In 2014, Lovejoy “bit the bullet” and sent staff to a two week assistants training, and acquired some materials and presentation trays. In honor of $5,000 raised by 10-year old supporter Bella Lauer, Casa de la Bella Montessori opened to Family Place children. Margaret’s daughter Susanne came on board as an adviser. O’Shaugnessy warned her that without a trained guide in the environment, success would be elusive, but Lovejoy hoped what she had would be enough. She was dismayed to find, after just a few weeks, that the staff had “put away all the breakables, and turned it into just another playroom.” Finally in March, the center hired a trained guide and brought back the glass plates, and began to see some changes.
Lovejoy also realized that she needed to become fully licensed, so parents could leave their children in the center. Homeless parents who got a job would find themselves waiting six weeks for county childcare to be approved, and miss opportunities. Finally, in September of this year, Casa de la Bella re-launched as a licensed Montessori child care center, serving seven to nine toddlers and preschool children, with a trained guide and a full set of materials. The space can accommodate up to 17 children, and there may be an opportunity to go up to 30 as the program grows. Currently the age range is 18 months to four years old, but a kindergarten year is also a possibility, perhaps a year from now. Families have the option to keep their children in the program even if they transition out of homelessness.
Lovejoy and the center haven’t stopped with the life skills program and the child care center. The Family Place has always been a day shelter, but this year the center is extending its services to a 16-bed four month temporary housing program in a home-like building where clients can build residential and life skills such as cooking, cleaning, laundry, etc. It’s easy to see the influence of Montessori Practical Life activities in this new initiative.

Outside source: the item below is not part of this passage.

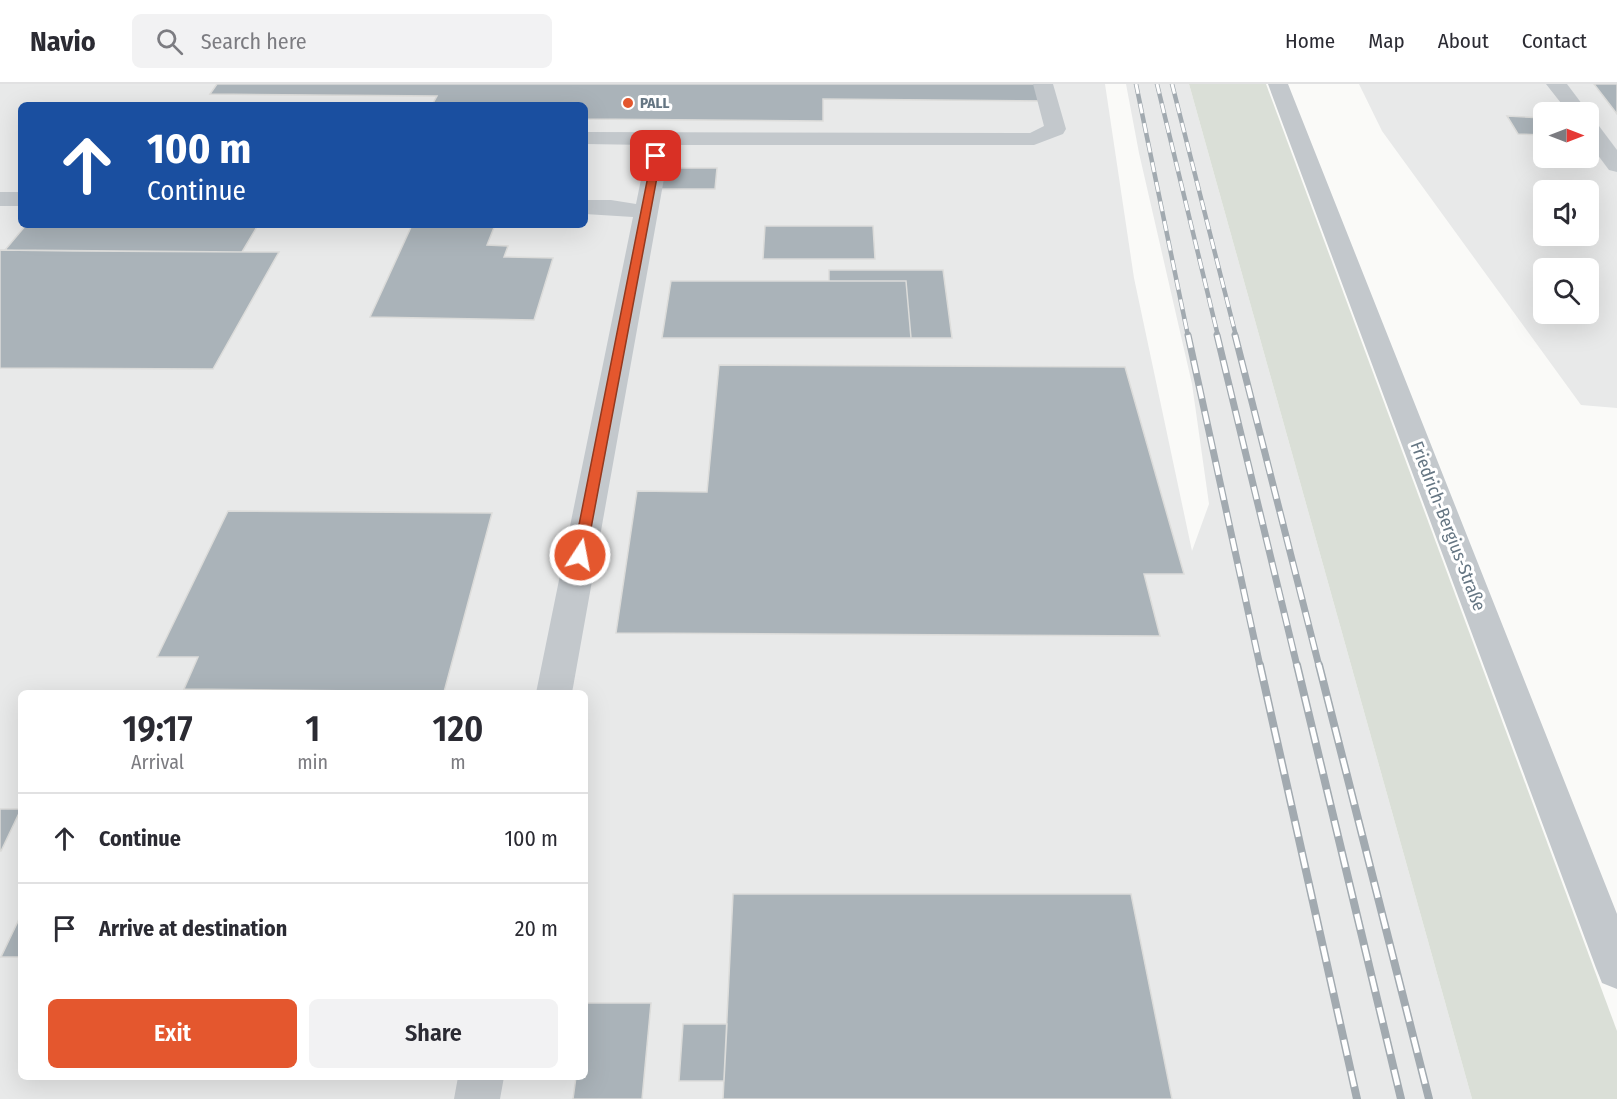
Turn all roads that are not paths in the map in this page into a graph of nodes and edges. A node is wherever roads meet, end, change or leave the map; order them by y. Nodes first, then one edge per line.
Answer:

Margaret Lovejoy shared a sweet vignette from her work: A few months ago, a homeless father in the center had the opportunity to watch his two-year old daughter working in the practical life area. She worked with engagement and concentration, finished her task, washed out her towel, and hung it up to dry. Dad couldn’t believe that his two year-old was capable of this. “That’s what Montessori is there for,” Lovejoy said. “I can help the child get to a better place, and help the entire family.”
David worked in private Montessori for more than twenty years as a parent, three-to-six year-old and adolescent teacher, administrator, writer, speaker, and advocate. In 2016 he began working with the National Center for Montessori in the Public Sector. David lives in Portland, Oregon.